* _GIVEN DATA_

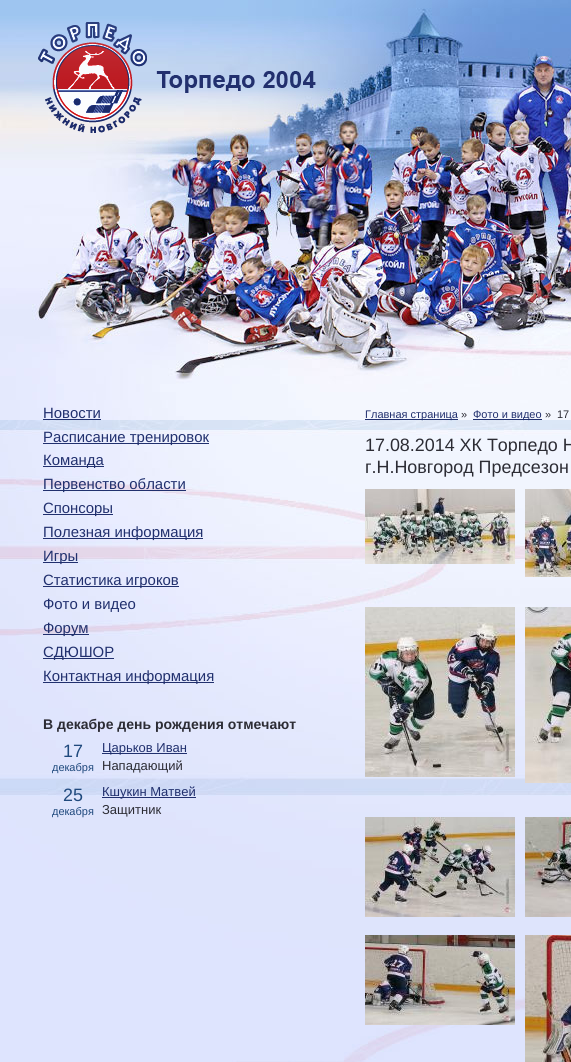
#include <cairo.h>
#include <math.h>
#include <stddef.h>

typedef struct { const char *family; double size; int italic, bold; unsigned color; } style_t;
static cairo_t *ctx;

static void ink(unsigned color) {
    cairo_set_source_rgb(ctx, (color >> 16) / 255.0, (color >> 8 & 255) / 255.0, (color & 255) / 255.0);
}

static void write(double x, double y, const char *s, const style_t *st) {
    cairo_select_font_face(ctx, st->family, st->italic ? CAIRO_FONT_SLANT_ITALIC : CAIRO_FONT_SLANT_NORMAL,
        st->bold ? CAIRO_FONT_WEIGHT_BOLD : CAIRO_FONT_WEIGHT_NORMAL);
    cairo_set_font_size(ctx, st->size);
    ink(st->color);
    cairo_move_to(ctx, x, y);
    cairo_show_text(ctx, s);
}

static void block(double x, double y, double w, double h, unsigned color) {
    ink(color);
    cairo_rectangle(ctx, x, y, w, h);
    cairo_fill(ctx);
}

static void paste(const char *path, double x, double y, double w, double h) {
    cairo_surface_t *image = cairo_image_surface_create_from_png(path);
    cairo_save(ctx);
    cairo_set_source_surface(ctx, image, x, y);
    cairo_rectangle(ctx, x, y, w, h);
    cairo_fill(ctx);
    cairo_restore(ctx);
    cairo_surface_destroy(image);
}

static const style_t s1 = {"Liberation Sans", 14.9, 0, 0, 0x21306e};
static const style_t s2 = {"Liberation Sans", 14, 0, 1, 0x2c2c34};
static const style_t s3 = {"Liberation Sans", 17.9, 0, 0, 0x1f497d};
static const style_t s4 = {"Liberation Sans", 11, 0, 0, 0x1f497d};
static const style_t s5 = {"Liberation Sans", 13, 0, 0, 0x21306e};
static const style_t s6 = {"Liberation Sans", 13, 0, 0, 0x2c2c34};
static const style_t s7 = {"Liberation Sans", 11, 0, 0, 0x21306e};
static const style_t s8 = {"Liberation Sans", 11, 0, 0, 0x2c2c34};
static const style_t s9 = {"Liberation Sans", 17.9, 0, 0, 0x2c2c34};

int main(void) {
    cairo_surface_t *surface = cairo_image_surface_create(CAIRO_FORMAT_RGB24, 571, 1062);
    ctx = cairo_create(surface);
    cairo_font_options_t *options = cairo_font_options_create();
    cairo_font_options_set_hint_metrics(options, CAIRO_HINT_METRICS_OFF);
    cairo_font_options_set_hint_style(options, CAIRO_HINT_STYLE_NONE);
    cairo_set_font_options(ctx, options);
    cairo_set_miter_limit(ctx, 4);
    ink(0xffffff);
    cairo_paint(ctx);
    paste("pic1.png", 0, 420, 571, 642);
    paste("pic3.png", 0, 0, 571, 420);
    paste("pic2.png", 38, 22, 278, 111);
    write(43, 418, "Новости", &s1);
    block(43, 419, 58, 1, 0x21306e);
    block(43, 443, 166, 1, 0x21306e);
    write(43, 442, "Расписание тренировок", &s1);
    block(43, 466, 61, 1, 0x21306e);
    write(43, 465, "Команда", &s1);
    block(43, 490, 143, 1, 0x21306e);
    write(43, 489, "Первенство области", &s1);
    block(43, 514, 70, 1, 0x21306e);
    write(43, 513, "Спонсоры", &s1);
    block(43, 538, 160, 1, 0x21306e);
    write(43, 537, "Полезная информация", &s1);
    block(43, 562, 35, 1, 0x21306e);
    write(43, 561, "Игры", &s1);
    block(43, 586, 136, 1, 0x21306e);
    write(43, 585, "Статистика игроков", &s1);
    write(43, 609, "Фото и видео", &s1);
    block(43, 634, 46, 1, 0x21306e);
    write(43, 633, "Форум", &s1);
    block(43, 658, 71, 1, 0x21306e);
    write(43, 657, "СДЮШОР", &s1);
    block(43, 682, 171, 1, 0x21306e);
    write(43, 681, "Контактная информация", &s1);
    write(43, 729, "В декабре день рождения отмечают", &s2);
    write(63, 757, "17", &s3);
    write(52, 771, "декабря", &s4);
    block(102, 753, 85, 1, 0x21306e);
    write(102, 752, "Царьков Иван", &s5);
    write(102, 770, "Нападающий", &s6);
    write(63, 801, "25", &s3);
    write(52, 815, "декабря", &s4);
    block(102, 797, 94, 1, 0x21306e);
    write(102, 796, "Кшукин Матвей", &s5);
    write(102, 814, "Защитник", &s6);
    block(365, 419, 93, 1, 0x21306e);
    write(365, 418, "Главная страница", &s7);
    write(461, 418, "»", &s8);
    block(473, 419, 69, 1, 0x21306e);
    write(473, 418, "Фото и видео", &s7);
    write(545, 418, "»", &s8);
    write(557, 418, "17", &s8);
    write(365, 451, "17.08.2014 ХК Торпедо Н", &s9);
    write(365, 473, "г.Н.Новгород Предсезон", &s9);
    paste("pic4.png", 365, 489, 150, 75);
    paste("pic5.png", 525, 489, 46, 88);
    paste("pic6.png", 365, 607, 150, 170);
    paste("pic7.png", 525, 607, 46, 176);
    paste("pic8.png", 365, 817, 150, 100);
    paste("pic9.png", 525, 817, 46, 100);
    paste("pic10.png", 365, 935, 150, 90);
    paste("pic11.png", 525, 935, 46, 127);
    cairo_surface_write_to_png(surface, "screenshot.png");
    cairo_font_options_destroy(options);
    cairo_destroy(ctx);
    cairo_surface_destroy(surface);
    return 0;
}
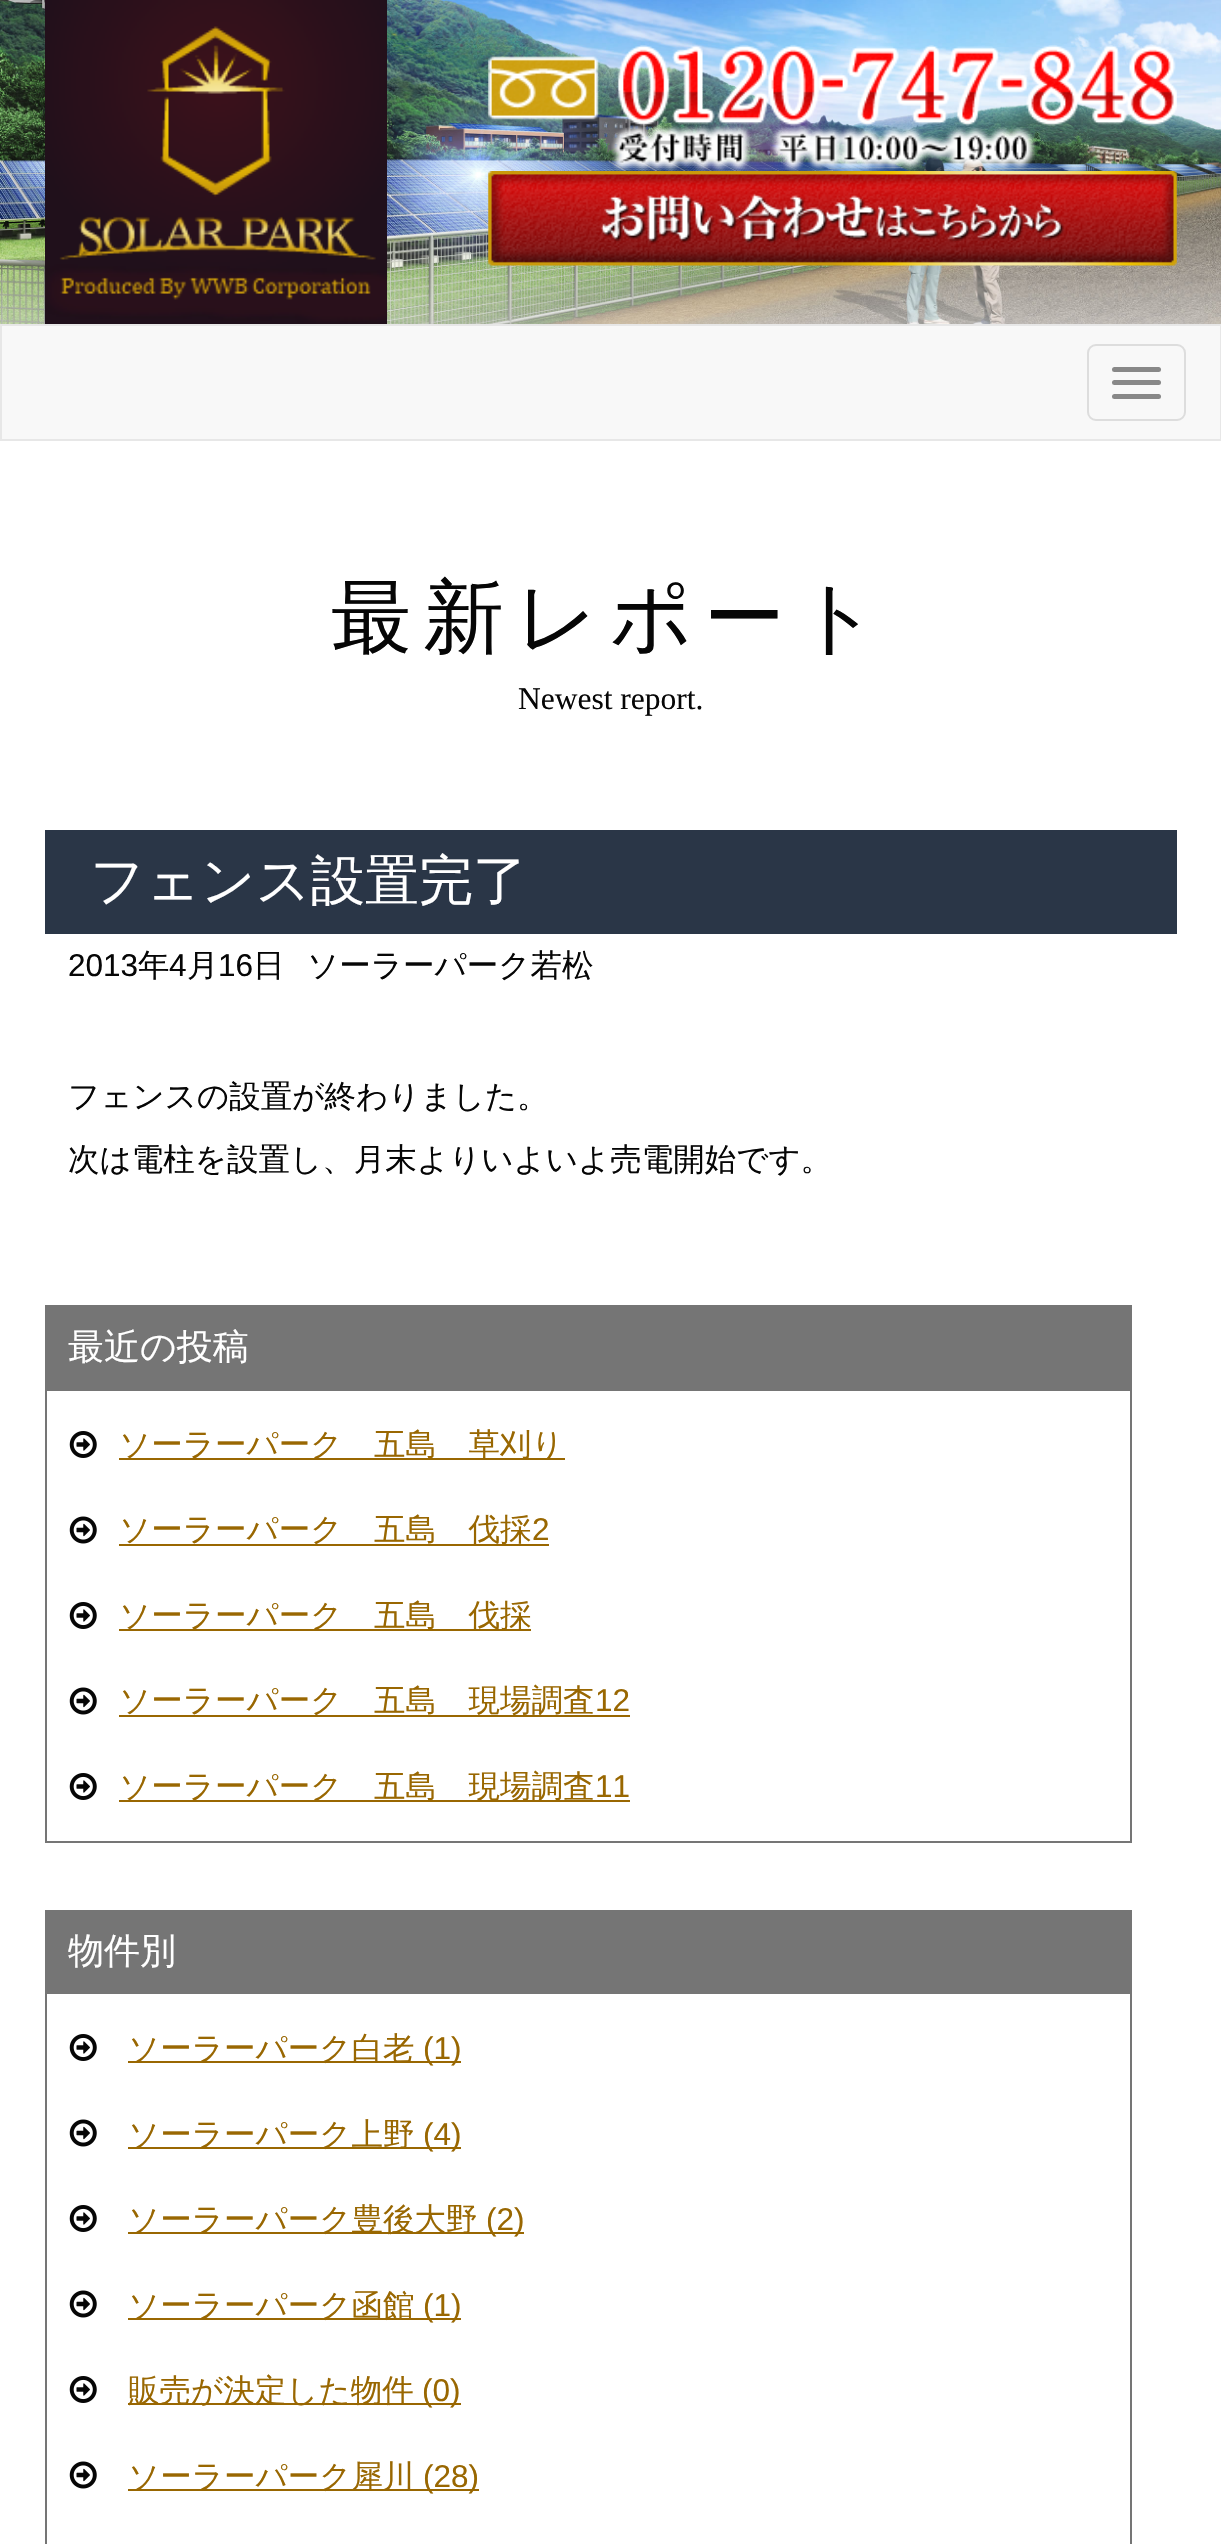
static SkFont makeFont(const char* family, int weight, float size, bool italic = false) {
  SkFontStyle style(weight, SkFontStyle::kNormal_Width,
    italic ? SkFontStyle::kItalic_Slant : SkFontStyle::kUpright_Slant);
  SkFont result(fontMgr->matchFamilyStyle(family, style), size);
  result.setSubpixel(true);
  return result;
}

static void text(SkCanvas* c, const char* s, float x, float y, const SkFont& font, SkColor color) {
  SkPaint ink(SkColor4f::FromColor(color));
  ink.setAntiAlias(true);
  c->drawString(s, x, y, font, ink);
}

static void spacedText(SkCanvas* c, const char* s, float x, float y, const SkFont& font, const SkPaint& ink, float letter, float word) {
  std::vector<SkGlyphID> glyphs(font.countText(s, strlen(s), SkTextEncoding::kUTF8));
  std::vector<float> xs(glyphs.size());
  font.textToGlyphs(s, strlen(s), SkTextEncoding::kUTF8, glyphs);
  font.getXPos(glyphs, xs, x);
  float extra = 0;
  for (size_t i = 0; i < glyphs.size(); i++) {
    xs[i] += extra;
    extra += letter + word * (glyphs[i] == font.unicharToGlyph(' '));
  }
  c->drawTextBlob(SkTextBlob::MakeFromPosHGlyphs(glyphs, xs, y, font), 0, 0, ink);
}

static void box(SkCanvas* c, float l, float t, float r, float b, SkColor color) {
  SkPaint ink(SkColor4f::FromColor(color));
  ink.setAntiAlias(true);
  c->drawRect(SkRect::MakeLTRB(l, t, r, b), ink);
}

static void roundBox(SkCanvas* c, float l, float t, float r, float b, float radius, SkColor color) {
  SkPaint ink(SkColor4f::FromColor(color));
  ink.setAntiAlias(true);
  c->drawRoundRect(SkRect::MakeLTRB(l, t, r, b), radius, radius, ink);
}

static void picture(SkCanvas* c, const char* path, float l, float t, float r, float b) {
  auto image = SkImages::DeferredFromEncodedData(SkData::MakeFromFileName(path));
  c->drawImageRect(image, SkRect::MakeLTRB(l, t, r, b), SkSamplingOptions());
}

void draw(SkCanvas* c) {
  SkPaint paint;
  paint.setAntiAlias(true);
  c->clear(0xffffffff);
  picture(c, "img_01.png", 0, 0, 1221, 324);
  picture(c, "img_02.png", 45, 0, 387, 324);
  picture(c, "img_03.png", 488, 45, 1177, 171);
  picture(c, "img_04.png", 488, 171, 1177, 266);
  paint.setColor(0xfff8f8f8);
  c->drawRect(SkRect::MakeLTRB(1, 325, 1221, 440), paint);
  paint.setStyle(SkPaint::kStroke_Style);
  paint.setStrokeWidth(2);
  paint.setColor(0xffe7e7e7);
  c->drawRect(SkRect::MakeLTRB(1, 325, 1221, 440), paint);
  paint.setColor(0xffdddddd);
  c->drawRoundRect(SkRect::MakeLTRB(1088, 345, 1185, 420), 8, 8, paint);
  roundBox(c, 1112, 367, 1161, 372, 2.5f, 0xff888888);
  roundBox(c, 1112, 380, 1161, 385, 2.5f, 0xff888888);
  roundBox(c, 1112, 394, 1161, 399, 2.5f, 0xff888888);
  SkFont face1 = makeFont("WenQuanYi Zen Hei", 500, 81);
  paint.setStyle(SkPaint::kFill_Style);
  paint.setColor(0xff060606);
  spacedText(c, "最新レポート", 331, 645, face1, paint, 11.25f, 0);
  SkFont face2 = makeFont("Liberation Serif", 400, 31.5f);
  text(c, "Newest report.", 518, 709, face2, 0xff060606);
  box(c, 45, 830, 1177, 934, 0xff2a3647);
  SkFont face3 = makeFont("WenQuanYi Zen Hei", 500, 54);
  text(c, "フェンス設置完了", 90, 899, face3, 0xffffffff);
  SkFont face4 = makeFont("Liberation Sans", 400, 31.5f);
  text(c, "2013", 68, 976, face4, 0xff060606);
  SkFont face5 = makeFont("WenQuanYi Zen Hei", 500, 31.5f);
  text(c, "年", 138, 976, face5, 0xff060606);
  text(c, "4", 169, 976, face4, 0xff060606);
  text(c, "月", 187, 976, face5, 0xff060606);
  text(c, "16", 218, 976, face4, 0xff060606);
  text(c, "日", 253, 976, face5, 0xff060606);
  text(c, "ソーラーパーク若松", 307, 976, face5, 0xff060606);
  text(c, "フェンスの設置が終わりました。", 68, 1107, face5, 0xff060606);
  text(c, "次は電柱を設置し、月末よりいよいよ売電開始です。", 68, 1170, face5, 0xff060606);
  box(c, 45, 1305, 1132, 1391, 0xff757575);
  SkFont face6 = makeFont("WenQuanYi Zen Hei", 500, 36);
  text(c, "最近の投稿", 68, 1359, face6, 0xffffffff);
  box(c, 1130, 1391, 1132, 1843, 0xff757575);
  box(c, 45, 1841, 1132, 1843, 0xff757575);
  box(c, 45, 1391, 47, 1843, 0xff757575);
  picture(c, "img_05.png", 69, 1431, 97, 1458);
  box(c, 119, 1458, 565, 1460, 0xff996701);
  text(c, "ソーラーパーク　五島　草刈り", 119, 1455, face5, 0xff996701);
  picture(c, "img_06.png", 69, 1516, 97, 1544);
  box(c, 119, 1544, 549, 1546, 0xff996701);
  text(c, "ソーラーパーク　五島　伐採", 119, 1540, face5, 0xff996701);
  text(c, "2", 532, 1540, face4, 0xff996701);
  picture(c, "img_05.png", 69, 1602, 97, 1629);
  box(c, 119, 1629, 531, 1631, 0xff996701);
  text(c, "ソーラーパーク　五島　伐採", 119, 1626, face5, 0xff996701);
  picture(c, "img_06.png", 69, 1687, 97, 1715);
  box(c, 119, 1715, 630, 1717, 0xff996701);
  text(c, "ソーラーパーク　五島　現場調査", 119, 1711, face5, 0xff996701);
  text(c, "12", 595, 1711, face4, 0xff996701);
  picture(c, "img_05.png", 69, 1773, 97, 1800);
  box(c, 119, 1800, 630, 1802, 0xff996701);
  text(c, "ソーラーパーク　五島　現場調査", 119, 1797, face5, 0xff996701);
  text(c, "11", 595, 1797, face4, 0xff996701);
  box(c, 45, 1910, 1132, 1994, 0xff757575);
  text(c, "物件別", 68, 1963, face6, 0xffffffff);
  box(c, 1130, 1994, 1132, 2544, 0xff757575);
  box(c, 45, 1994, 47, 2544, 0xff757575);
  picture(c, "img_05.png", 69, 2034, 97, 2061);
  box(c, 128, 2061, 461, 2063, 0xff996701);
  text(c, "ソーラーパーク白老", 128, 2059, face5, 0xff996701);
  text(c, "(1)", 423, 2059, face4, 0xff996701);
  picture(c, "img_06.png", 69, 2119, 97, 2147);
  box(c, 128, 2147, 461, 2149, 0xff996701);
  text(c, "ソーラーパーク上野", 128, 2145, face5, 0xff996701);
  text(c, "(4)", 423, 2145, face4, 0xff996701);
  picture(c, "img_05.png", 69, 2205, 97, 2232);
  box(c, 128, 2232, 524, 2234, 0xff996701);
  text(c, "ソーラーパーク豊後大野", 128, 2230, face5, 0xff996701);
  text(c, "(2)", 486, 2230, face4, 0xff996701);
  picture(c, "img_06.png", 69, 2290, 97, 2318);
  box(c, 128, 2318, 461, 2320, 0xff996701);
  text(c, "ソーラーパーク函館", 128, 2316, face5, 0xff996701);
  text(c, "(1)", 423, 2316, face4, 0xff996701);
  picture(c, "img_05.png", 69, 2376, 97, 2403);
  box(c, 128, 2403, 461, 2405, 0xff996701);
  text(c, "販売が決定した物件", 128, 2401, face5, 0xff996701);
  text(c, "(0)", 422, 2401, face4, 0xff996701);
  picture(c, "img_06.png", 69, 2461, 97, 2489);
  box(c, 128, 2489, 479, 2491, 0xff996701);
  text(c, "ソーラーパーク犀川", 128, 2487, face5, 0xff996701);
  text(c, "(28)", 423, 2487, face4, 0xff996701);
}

* _WHAT NEEDS TO BE DONE_
Show all lines from the listing above in which "vector" appears.

* _SOLUTION FOR THIS TASK_
  std::vector<SkGlyphID> glyphs(font.countText(s, strlen(s), SkTextEncoding::kUTF8));
  std::vector<float> xs(glyphs.size());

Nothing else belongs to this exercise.